Apart from being a chore and hygienic necessity, spring-cleaning can also be a way to put your life in order. Have you ever notice that tidying up made you feel better? Maybe it also helped you to make up your mind about something. It lifts the proverbial weight off your shoulders and makes you happier. This effect has a scientific explanation.


In Paulo Coelho’s The Alchemist, Santiago cleans crystal glasses for the merchant, saying that it helps him to clear his thoughts. Agatha Christie came up with the plots for many of her novels when washing dishes. It does work this way.

Our minds are overwhelmed. Many people today work intellectually. Even menial tasks are performed in the office environment, at the desk. This is a usual habitat for a city dweller or a townie. Even our pastimes demand some brainwork – reading, watching films, playing videogames. To reload we need switching to completely different activity. Preferably physical – workout, dances, sports, or… cleaning our house!


Outer order contributes to inner calm. Not only the process of cleaning can help you organize your thoughts in a Zen-like way, but also the visible result is beneficial. When your home is cluttered, it creates visual noise. Each thing is like a to-do on your endless to-do list. The accumulative effect is stressful.

Whereas when your environment is clean and tidy, it becomes a welcome resting place where you can relax completely. It also frees you from the guilty thoughts of chores you did not have time to do.

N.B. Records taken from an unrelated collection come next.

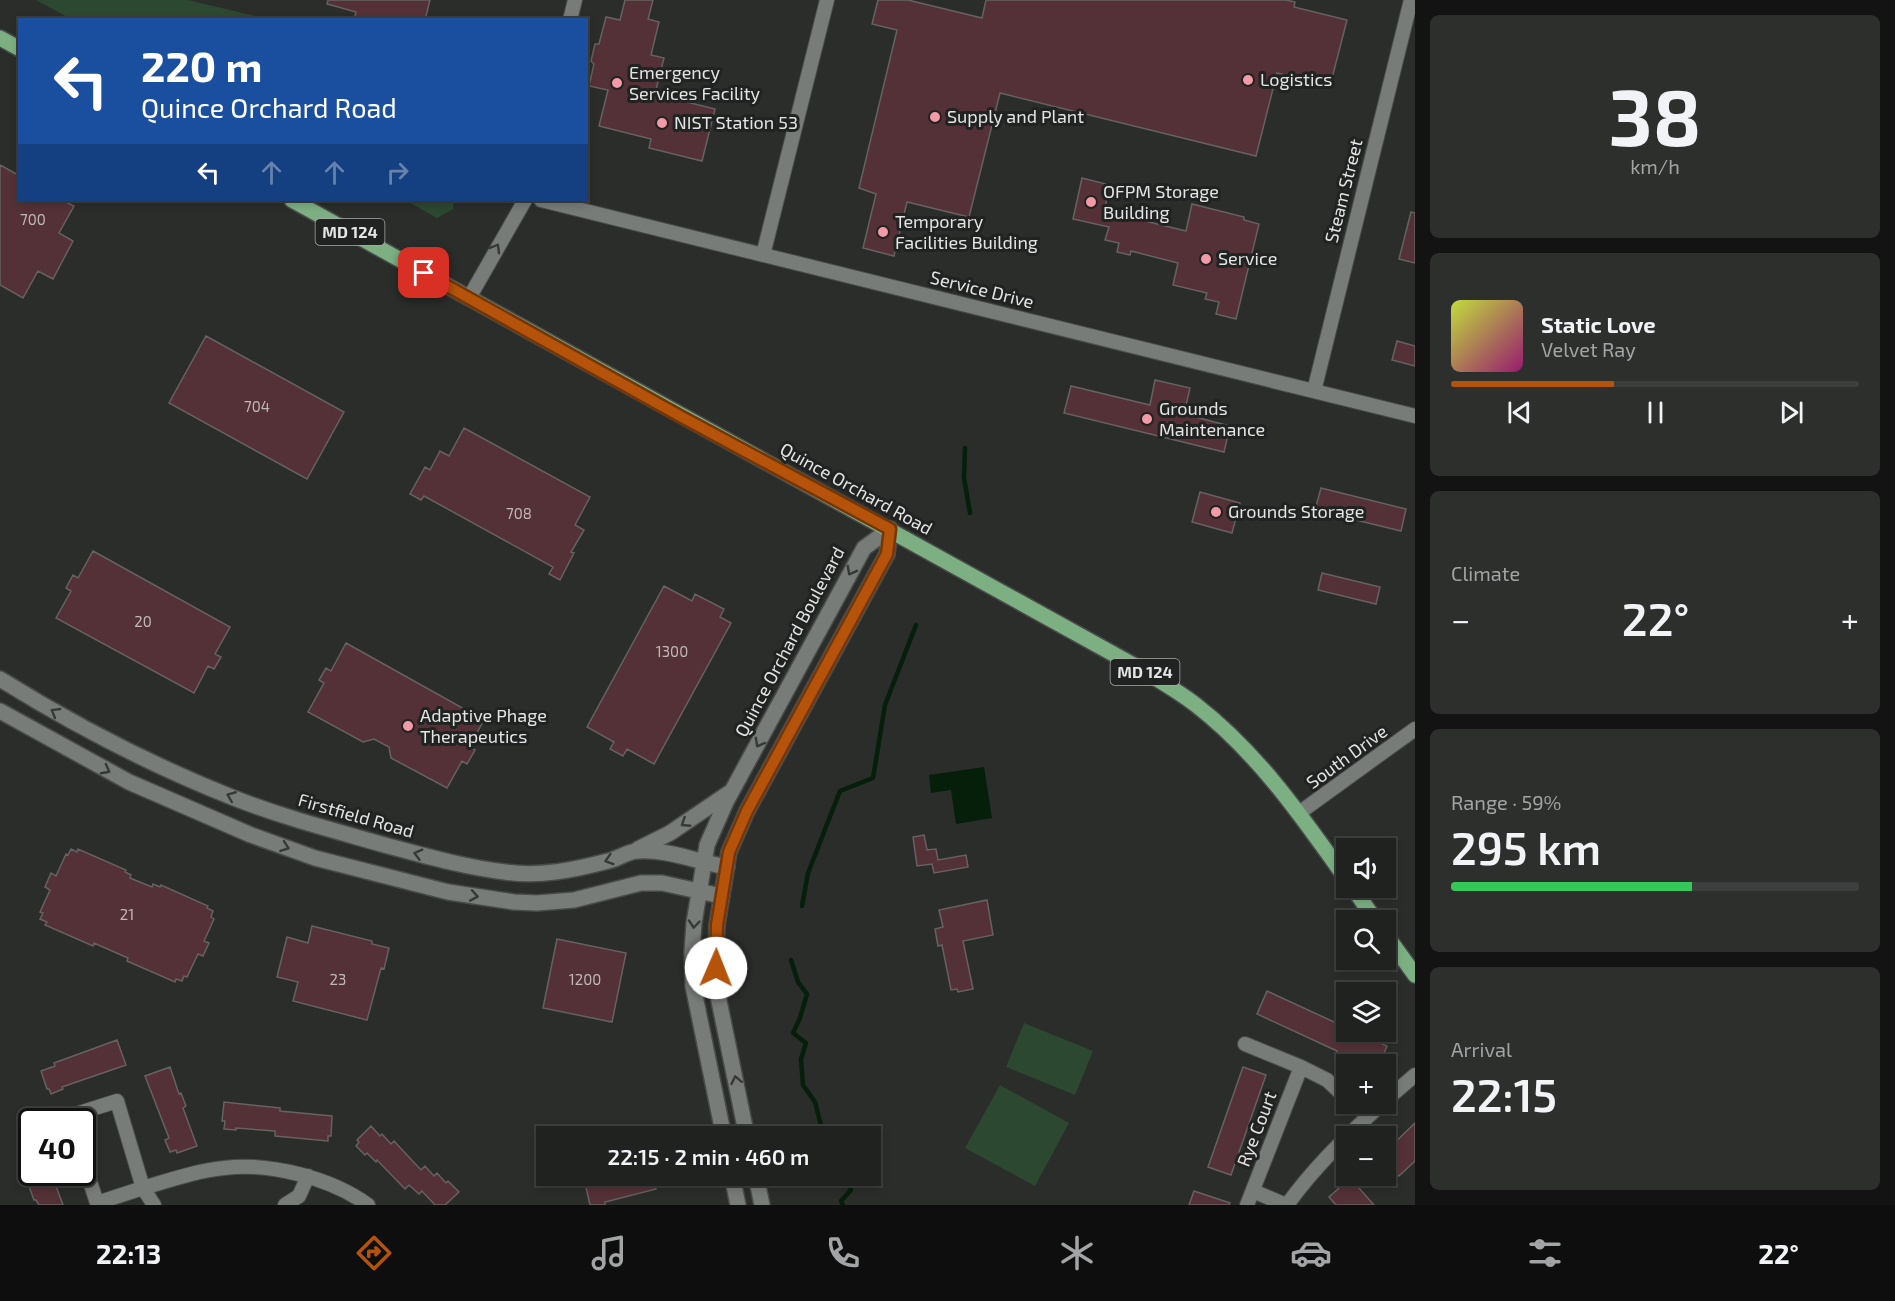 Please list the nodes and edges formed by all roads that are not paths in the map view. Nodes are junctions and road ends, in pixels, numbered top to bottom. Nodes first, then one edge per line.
1 (575, 0) edge
2 (826, 0) edge
3 (1411, 0) edge
4 (570, 18) edge
5 (0, 38) edge
6 (18, 48) edge
7 (294, 201) edge
8 (524, 201) edge
9 (545, 201) edge
10 (764, 255) junction
11 (469, 298) junction
12 (1314, 391) junction
13 (1415, 416) edge
14 (890, 529) junction
15 (0, 679) edge
16 (0, 711) edge
17 (1415, 729) edge
18 (732, 791) junction
19 (1299, 813) junction
20 (636, 850) junction
21 (704, 863) junction
22 (1336, 865) edge
23 (727, 867) junction
24 (699, 891) junction
25 (721, 896) junction
26 (1396, 949) edge
27 (1415, 975) edge
28 (1245, 1044) dead end
29 (1301, 1066) junction
30 (1415, 1075) edge
31 (1336, 1089) edge
32 (1396, 1091) edge
33 (95, 1108) edge
34 (1360, 1114) edge
35 (1371, 1114) edge
36 (1365, 1119) junction
37 (722, 1126) edge
38 (745, 1126) edge
39 (308, 1176) junction
40 (91, 1186) edge
41 (734, 1186) edge
42 (758, 1186) edge
43 (143, 1188) junction
44 (1253, 1191) junction
45 (154, 1205) edge
46 (285, 1205) edge
47 (368, 1205) edge
48 (738, 1205) edge
49 (762, 1205) edge
50 (1247, 1205) edge
51 (1286, 1205) edge

1 - 4 street
2 - 10 street
3 - 12 street, Steam Street
5 - 6 main road
7 - 11 main road, Quince Orchard Road / MD 124
11 -> 8 street
9 - 10 street, Service Drive
10 - 12 street, Service Drive
11 - 14 main road, Quince Orchard Road / MD 124
12 - 13 street, Service Drive
14 -> 18 street, Quince Orchard Boulevard
14 - 19 main road, Quince Orchard Road / MD 124
14 - 23 street
20 -> 15 street, Firstfield Road
16 -> 24 street
17 - 19 street, South Drive
18 -> 20 street
18 - 21 street, Quince Orchard Boulevard
19 - 22 main road, Quince Orchard Road / MD 124
20 - 21 street, Firstfield Road
21 - 23 street, Firstfield Road
21 - 24 street, Quince Orchard Boulevard
23 - 25 street
24 - 25 street
24 -> 37 street, Quince Orchard Boulevard
38 -> 25 street
26 - 27 main road
28 - 29 street
29 - 31 street
29 - 44 street, Rye Court
30 - 32 street
33 - 43 street
34 - 36 street
35 - 36 street
36 - 51 street
39 - 43 street
39 - 46 street
39 - 47 street
40 - 43 street
41 - 48 street
42 - 49 street
43 - 45 street
44 - 50 street, Rye Court
44 - 51 street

This is true for the working environment as well – your office, your desk, even our computer. Try cleaning your laptop from unnecessary files (manually or using specialized software). You will see how easier it is to concentrate on the tasks.


Speaking of chores. One of the reasons why tidying up feels so satisfying is that it tied to reward mechanisms in our brain. Initially, those mechanisms were nature’s way to tell you “Atta boy” when you do something that is good for survival. Humans, as usual, refined things and made it all more sophisticated.

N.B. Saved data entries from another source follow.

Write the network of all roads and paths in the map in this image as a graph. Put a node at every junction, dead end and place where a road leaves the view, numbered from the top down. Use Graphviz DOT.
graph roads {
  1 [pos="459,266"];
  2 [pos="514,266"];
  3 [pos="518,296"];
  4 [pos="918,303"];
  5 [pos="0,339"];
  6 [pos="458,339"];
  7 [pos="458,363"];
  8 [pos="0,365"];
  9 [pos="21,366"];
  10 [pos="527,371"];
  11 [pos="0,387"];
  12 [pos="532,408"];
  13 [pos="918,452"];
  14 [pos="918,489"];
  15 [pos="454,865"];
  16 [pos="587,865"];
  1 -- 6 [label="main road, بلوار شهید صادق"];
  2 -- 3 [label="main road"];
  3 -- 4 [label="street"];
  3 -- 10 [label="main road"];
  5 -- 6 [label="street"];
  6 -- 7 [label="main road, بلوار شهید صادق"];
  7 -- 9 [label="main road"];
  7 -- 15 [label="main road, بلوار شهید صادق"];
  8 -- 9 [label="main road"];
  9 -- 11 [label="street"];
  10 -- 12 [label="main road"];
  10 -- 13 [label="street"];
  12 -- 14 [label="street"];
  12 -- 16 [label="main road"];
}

As children, our parents give us some kind of positive reinforcement – a praise or a pat on the head – for doing something that is considered good or right. Thus, we grow up with this feeling of achievement – i.e. each task we complete rewards us with the dose of dopamine. In the long run, this feeling of achievement boosts our self-esteem. Thus, chores we complete successfully make us happier.

Good practice

If you do not know where to start, the basic principle of Marie Kondo, a Japanese organizing consultant and an author of The Life-Changing Magic of Tidying Up will come in handy. When you decide whether your old jumper is worth keeping, ask yourself one simple question. Does it bring you joy? This way you will get rid of many things that only occupy space and do not make your life better. If you overcome the initial anxiety, you will find that the experience is liberating.

This approach has an additional bonus. Once you have gone through hundreds of things asking yourself are they worth keeping and where shall you put them, your mind becomes more organized. Decision-making becomes easier. Everything falls into place.

Some tips

· If you are of a frugal disposition, as I am, you may find decluttering stressful instead of meditative. Your head is probably full of notions that in reality are nothing but decluttering myths. “Do not toss it, find it a home”. “You will regret scrapping it”. “Be organized. Just put it in a nice container as the one you saw on Pinterest”.

Try to fend off these thoughts by logic. Did you ever regret getting rid of anything? Isn’t putting useless things in fancy containers akin to sweeping dust under the carpet? How long is this thing waiting for a “new home”? If it is more than a year, simply toss it away. No remorse.

· Another problem is nostalgia. We become attached to little mementos too easily. I cannot even toss away a pair of old ballerinas without reminiscing about the day I bought them and the parties I went to wearing them. Old letters, postcards, and souvenirs are much worse.

However, mementos are only good when they are chosen carefully. One T-shirt is enough to remind you of your college days. You do not have to keep the whole pile. You do not toss your past or your memories of it away. If something is worth remembering, you will never forget it. If it is not, then a dusty trinket will not help.

· If spring-cleaning seems like a daunting task, take baby steps. Fifteen-minute spree a day will get you far if done regularly. Multiple studies show that concentrating your effort into short bursts of energy is more effective than attempting to tackle large tasks. Develop a habit of washing up dishes, making your bed, and folding laundry immediately. You will be more motivated to clean your home once visible mess is out of the way.